- The Washington Times - Thursday, May 31, 2012


Spain appears to be the next victim of Europe’s spending crisis. Like their colleagues in Athens, Madrid’s bureaucrats have been piling on the debt, avoiding any tough structural reforms that might require cutting back. Unlike Greece, however, Spain’s economy is so large that it can’t realistically be bailed out.

Credit-rating agencies are taking note. On Tuesday, Egan-Jones gave Spain a “junk” rating of B, down from BB-. Bank of Spain governor Miguel Angel Fernandez Ordonez ran for the exit a month before his term expired. Expect more early departures as the situation worsens and borrowing costs soar. Interest rates on 10-year government bonds have hit 6.65 percent, crippling the nation’s ability to pay back long-term debt.

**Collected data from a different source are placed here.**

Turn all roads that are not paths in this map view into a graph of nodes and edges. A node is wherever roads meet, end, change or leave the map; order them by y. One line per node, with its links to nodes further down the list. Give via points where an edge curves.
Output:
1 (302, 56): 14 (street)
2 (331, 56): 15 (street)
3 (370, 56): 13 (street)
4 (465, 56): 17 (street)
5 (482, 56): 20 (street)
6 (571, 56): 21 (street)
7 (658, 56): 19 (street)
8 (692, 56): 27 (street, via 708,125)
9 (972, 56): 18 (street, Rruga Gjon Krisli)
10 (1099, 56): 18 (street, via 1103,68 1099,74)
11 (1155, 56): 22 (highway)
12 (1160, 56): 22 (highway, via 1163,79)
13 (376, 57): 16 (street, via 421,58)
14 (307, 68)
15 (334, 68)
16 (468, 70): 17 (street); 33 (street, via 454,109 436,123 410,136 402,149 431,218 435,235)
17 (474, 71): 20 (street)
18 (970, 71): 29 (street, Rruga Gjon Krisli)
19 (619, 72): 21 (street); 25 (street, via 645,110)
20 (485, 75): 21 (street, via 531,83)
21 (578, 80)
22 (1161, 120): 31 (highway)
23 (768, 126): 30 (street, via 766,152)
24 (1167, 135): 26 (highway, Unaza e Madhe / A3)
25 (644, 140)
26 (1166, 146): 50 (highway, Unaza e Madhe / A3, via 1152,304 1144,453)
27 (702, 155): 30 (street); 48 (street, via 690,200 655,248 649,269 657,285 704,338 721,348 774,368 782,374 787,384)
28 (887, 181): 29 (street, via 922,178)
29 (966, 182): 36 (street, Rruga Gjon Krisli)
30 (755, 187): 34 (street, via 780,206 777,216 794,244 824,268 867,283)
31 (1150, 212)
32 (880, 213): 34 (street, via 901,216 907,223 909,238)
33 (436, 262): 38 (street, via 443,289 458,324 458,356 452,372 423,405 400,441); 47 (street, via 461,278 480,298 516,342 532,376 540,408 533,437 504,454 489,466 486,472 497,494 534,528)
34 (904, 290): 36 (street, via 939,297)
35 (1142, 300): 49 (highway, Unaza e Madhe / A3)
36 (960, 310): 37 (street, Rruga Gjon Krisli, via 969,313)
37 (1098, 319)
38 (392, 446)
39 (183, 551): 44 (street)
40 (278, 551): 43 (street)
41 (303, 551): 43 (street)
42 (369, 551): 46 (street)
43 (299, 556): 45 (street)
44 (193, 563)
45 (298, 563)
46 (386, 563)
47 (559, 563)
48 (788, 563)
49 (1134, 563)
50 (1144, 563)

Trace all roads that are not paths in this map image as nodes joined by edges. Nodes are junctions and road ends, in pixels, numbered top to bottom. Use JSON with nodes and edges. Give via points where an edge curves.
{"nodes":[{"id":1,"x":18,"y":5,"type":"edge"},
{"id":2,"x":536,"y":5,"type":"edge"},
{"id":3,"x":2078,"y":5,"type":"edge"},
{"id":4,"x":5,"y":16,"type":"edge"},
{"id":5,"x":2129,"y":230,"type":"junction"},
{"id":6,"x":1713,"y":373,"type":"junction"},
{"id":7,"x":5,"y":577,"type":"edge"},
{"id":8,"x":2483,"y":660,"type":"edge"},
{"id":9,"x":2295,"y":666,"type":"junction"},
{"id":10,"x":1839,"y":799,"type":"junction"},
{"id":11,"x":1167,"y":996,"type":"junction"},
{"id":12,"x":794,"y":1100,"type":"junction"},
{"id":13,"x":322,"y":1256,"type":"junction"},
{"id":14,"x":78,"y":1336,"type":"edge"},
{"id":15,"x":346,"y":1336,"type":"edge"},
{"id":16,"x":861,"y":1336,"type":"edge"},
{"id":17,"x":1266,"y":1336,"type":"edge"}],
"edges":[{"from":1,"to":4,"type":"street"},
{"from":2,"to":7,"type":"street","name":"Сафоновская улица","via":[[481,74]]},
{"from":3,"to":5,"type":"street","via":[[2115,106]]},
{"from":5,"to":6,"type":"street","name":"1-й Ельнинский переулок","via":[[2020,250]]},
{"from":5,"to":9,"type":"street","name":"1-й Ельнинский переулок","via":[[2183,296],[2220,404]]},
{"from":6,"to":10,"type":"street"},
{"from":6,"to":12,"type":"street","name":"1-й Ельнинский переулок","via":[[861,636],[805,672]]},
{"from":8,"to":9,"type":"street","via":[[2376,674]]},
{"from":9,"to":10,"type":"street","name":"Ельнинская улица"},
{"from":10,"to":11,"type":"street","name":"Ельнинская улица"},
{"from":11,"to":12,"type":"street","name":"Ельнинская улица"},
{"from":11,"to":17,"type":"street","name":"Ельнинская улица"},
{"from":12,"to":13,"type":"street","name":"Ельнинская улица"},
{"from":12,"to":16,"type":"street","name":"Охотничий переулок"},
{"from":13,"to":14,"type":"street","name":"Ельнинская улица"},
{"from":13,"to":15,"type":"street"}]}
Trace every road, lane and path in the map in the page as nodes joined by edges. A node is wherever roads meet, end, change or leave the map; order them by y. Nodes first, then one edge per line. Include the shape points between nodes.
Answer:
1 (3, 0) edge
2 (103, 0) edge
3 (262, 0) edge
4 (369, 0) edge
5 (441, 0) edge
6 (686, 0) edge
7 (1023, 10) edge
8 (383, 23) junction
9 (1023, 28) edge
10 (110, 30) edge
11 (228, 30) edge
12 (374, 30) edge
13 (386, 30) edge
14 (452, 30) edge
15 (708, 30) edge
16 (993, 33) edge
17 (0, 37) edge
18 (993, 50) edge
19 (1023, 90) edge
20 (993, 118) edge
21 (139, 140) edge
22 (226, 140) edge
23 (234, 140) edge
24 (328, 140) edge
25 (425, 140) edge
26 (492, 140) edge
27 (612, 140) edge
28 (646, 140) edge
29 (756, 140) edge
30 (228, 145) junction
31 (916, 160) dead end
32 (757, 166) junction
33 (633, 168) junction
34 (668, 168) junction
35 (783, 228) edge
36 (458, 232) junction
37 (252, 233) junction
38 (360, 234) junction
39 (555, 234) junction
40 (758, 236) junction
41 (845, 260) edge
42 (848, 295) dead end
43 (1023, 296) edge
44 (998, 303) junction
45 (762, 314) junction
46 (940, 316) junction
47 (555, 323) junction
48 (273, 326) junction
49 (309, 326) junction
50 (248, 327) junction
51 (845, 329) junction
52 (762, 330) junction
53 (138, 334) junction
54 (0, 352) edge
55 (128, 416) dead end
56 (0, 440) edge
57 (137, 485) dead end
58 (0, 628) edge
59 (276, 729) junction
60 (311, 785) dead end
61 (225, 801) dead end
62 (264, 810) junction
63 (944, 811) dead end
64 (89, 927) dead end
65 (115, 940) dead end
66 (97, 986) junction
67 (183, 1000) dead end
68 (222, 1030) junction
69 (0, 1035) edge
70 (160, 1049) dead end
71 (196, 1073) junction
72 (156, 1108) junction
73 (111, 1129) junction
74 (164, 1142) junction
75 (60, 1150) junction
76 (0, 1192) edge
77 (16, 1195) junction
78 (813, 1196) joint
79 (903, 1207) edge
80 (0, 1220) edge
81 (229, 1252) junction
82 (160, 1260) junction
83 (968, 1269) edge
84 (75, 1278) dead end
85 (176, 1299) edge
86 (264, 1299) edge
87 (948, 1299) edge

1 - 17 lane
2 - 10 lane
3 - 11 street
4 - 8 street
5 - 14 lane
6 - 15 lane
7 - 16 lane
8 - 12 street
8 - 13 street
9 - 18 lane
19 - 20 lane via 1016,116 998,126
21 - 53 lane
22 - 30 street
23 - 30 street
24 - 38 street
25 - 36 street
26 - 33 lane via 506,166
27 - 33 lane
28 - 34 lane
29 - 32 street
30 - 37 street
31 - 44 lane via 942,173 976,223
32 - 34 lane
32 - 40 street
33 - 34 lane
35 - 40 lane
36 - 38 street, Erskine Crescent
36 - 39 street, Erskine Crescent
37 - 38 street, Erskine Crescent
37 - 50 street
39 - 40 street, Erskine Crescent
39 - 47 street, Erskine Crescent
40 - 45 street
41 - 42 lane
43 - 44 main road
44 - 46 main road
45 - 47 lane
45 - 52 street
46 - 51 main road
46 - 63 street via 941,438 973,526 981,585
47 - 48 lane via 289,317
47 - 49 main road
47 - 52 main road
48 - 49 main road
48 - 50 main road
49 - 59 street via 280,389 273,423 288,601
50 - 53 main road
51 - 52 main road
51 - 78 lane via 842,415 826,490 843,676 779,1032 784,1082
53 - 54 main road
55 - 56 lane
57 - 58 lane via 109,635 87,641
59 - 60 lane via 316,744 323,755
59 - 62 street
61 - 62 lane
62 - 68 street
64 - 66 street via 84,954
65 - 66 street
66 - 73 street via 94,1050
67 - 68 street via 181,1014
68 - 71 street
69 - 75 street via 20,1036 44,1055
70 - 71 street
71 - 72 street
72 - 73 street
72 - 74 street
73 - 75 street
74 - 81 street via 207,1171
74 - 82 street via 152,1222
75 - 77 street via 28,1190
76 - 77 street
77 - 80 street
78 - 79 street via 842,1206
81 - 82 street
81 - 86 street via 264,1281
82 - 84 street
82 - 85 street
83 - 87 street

On its present course, Spain won’t be growing its way out of this fiscal chasm. The country has the highest unemployment rate in the European Union at 24.4 percent. The public deficit currently stands at 9 percent of gross domestic product. The debt-to-GDP ratio is expected to rocket to 100 percent by 2020. Retail sales dropped 9.8 percent in April, a strong indication of falling consumer confidence. The economy contracted 0.4 percent in the first quarter of 2012.

The depth of the crisis can be seen in the situation of Spain’s fourth-largest bank, Bankia, which recently revealed it needs a capital infusion of $23.8 billion to achieve solvency. That amount would be in addition to the $5.6 billion in state funds it previously received in a partial nationalization deal. Madrid’s original plan was to rescue Bankia by borrowing the money from the European Central Bank (ECB), but that scheme seems to be dead for now after the ECB determined the backdoor bailout violated its rules. The dire state of Bankia undermines the already fragile faith in Spain’s banking sector, which has been struggling in the aftermath of a housing-bubble collapse.

These issues cannot be blamed on austerity measures because the one thing Spain has not tried so far is cutting spending. Almost all the reforms and attempts at closing the deficit have taken the form of raising taxes. Tax hikes may, on paper, close the deficit, but they have a very negative impact on incentives to invest and work. Spain hasn’t bothered trying to reduce the size of government. Even now, the recommendation is to bring forward planned increases in the value-added tax because government spending is going to be higher than expected.

Whether or not the eurozone survives the crisis on the continent could depend on whether Spain undertakes real structural reform. Spain can’t repay its debt unless it grows and is able to borrow at reasonable rates - the rates at which countries like Germany and America can borrow on global markets. Doing so requires putting an end to unsustainable welfare-state and entitlement benefits. It means freeing the labor market from stifling union rules. Unless dramatic changes take effect, there’s a good chance a Spanish collapse could bring down the rest of Europe.

Nita Ghei is a contributing Opinion writer for The Washington Times.